How to Grow Poppies
How to grow Poppies
The latin name for Poppy is Papaver and within that genus are a number of different types. On this page are three types of Poppies:
There are around 70 species of Poppy but only a few tend to find themselves in our gardens. The annual poppies such as Field poppy, this is the red poppy often seen in the wild and also known as the corn poppy. Recently the annual ladybird poppy has become popular, not dissimilar to the field poppy but with ladybird type markings. There are two popular perennial poppies; Icelandic and Oriental. Common characteristics of Poppies is that they are generally easy to grow , with the exception of Meconopsis the Blue poppy.
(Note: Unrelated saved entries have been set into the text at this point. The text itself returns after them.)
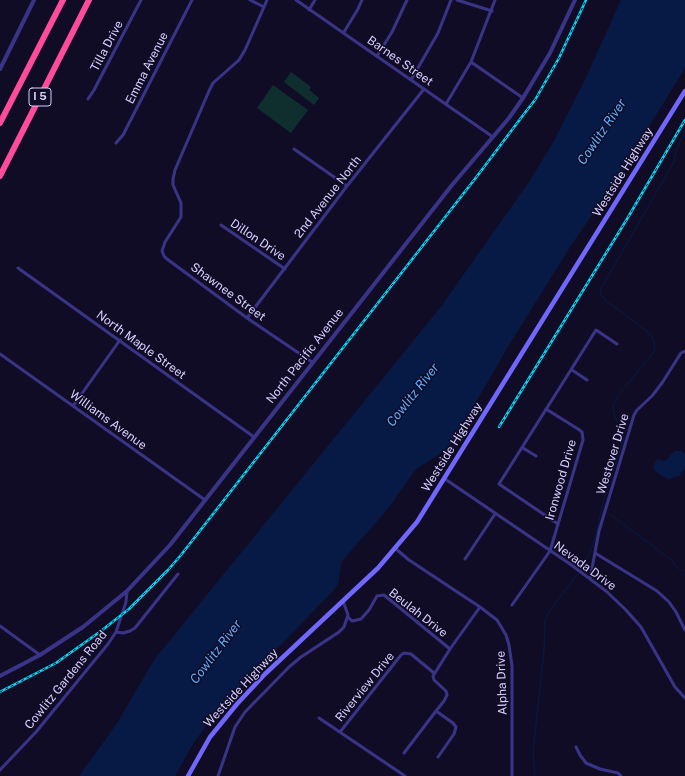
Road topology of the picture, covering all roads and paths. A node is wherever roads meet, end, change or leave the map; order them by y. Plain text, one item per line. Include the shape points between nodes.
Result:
1 (34, 0) edge
2 (89, 0) edge
3 (141, 0) edge
4 (192, 0) edge
5 (250, 0) edge
6 (267, 0) edge
7 (296, 0) edge
8 (315, 0) edge
9 (362, 0) edge
10 (407, 0) edge
11 (451, 0) edge
12 (457, 0) edge
13 (495, 0) edge
14 (575, 0) edge
15 (62, 2) edge
16 (264, 6) junction
17 (309, 10) junction
18 (492, 11) junction
19 (344, 32) junction
20 (377, 56) junction
21 (471, 62) junction
22 (0, 68) edge
23 (411, 80) junction
24 (424, 89) junction
25 (685, 91) edge
26 (523, 98) junction
27 (88, 99) dead end
28 (446, 104) junction
29 (0, 123) edge
30 (493, 137) junction
31 (116, 143) dead end
32 (294, 149) dead end
33 (0, 176) edge
34 (347, 186) junction
35 (221, 225) dead end
36 (18, 268) dead end
37 (285, 269) junction
38 (247, 318) junction
39 (120, 340) junction
40 (617, 344) dead end
41 (685, 351) edge
42 (0, 354) edge
43 (312, 362) junction
44 (572, 370) junction
45 (587, 380) dead end
46 (73, 406) junction
47 (546, 409) junction
48 (254, 437) junction
49 (523, 448) junction
50 (536, 456) dead end
51 (445, 479) junction
52 (204, 500) junction
53 (495, 514) junction
54 (558, 524) junction
55 (396, 548) junction
56 (550, 551) junction
57 (595, 553) junction
58 (465, 559) dead end
59 (178, 574) dead end
60 (590, 579) junction
61 (127, 591) junction
62 (343, 600) junction
63 (512, 605) dead end
64 (480, 607) junction
65 (348, 615) junction
66 (0, 626) edge
67 (685, 630) edge
68 (116, 632) junction
69 (450, 649) junction
70 (40, 655) junction
71 (434, 673) junction
72 (0, 676) edge
73 (685, 698) edge
74 (436, 711) junction
75 (319, 718) dead end
76 (340, 732) junction
77 (576, 747) dead end
78 (404, 753) dead end
79 (438, 757) dead end
80 (0, 770) edge
81 (188, 776) edge
82 (218, 776) edge
83 (405, 776) edge
84 (512, 776) edge
85 (621, 776) edge

1 - 22 street
2 - 33 highway, I 5
3 - 27 street, Tilla Drive
4 - 31 street, Emma Avenue via 123,135
5 - 16 street
6 - 16 street
7 - 17 street, Barnes Street
8 - 17 street
9 - 19 street
10 - 20 street
11 - 23 street via 438,33
12 - 18 street
13 - 18 street
14 - 26 street, North Pacific Avenue via 550,53
15 - 29 highway, I 5
16 - 38 street, Shawnee Street via 239,60 213,83 175,170 173,185 182,211 177,225 163,246 164,256
17 - 19 street, Barnes Street
18 - 21 street
19 - 20 street, Barnes Street
20 - 23 street, Barnes Street
21 - 26 street
21 - 28 street
23 - 24 street, Barnes Street
24 - 28 street, Barnes Street
24 - 34 street, 2nd Avenue North
25 - 51 main road, Westside Highway
26 - 30 street, North Pacific Avenue
28 - 30 street, Barnes Street
30 - 43 street, North Pacific Avenue
32 - 34 street
34 - 37 street, 2nd Avenue North
35 - 37 street, Dillon Drive
36 - 39 street, North Maple Street
37 - 38 street, 2nd Avenue North
38 - 43 street, Shawnee Street
39 - 46 street
39 - 48 street, North Maple Street
40 - 44 street via 596,330
41 - 57 street, Westover Drive via 681,352 662,383 634,415 599,531
42 - 46 street, Williams Avenue
43 - 48 street, North Pacific Avenue
44 - 45 street
44 - 47 street
46 - 52 street, Williams Avenue
47 - 49 street
47 - 54 street, Ironwood Drive via 578,428 582,432 583,440
48 - 52 street, North Pacific Avenue
49 - 50 street
49 - 54 street via 499,484
51 - 53 street, Nevada Drive
51 - 55 main road, Westside Highway via 417,522
52 - 61 street, North Pacific Avenue via 170,545
53 - 56 street, Nevada Drive
53 - 58 street
54 - 56 street, Ironwood Drive
55 - 62 main road, Westside Highway
55 - 64 street, Alpha Drive via 415,564
56 - 60 street, Nevada Drive
56 - 63 street, Ironwood Drive
57 - 60 street, Westover Drive
57 - 67 street via 669,602
59 - 68 street via 135,628 123,633
60 - 73 street, Nevada Drive via 606,591 641,627 674,687
61 - 68 street, Cowlitz Gardens Road
61 - 70 street, North Pacific Avenue via 83,627
62 - 65 street
62 - 81 main road, Westside Highway via 237,704 210,737
64 - 69 street
64 - 84 street, Alpha Drive via 497,620 509,645 512,666
65 - 69 street, Beulah Drive via 352,621 361,618 377,596 384,595
65 - 82 street via 343,628 289,667 245,712 235,727
66 - 70 street
68 - 80 street, Cowlitz Gardens Road via 61,704
69 - 71 street, Beulah Drive
70 - 72 street, North Pacific Avenue
71 - 74 street via 434,680 447,695
71 - 76 street, Riverview Drive via 411,654 404,653
74 - 78 street
74 - 79 street via 453,723 456,730
75 - 76 street
76 - 83 street
77 - 85 street via 586,763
Icelandic and Oriental Poppies tend to prefer soil on the dry side, which is well drained, and with plenty of sun. The first image on the left , the exotic blue poppy in the is Meconopsis, common name Himalayan Blue Poppy, which likes cool shady conditions with a damp well drained soil. It is a beautiful Poppy for tips on growing Himalayan Blue. It is generally considered difficult to grow, thriving only in cooler areas in the North of Britain and Scotland. Suited to woodland settings and damp conditions it is important that this type of poppy does not dry out.
Image top left is the Icelandic poppy , although not from Iceland developed from a species originating in cold arctic areas and as such Icelandic poppies do prefer cool growing conditions and of course are fully hardy. they are a smaller poppy growing upwards to 30cms or 12" a biennial and self seeder which flowers are short lived in yellow white orange and picks. It is very colourful and makes a great splash of colour in the border.
Centre and bottom left is Papaver Orientale, the oriental poppy, which in fact originates from Turkey and Iran and is a big blousy poppy with lots of style and colour, and also very easy to grow. It has much larger flowers and has the benefit of being a perennial which reliably comes up year after year. It will tolerate a amper soil than the other two varieties. Whereas some poppies are annuals and bi annuals, the Oriental Poppy is perennial bringing colour to the garden year after year. It flowers late spring to early summer with each stem supporting one large flower. This poppy also likes sun to flower well, but otherwise is not fussy about conditions. The oriental poppy can get quite large large flower heads can be a bit floppy with a risk it will overlay other plants if not staked. The Oriental poppy is a keen seeder and you will soon have other clumps emerging.
The one down side is that the leaves die back on the Oriental Poppy after flowering which can leave a gap in the border. To cover this the Poppy can be grown with Alchemilla, common name Lady's mantle, which produces attractive frothy sprays of foliage which would help to conceal the die back. One word of caution is that Alchemilla is a vigorous self seeder and can be difficult to contain. It is possible to get a second flush of flowers by cutting back the flower stems on Papaver orientale as soon as it has flowered, cut right back to the ground level.
Oriental poppies are suitable for the middle of the border, medium heis might around 45cm - 90cms. Oriental poppies are easy to grow and reliable flowering plants.
The image on the top right is P.rhoeas also known as Corn Poppy, Field Poppy, and Flanders Poppy which is the familiar bright red poppy. This type of Poppy prefers well drained, poorish soil which is in full sun. As an annual it has to be sown each year, from March to May on soil which is well raked to fine soil and seed directly into the soil. As with all seeds, ensure that the tiny seedlings do not dry out. Poppies will self seed but not always reliable it is very dependant on the growing conditions.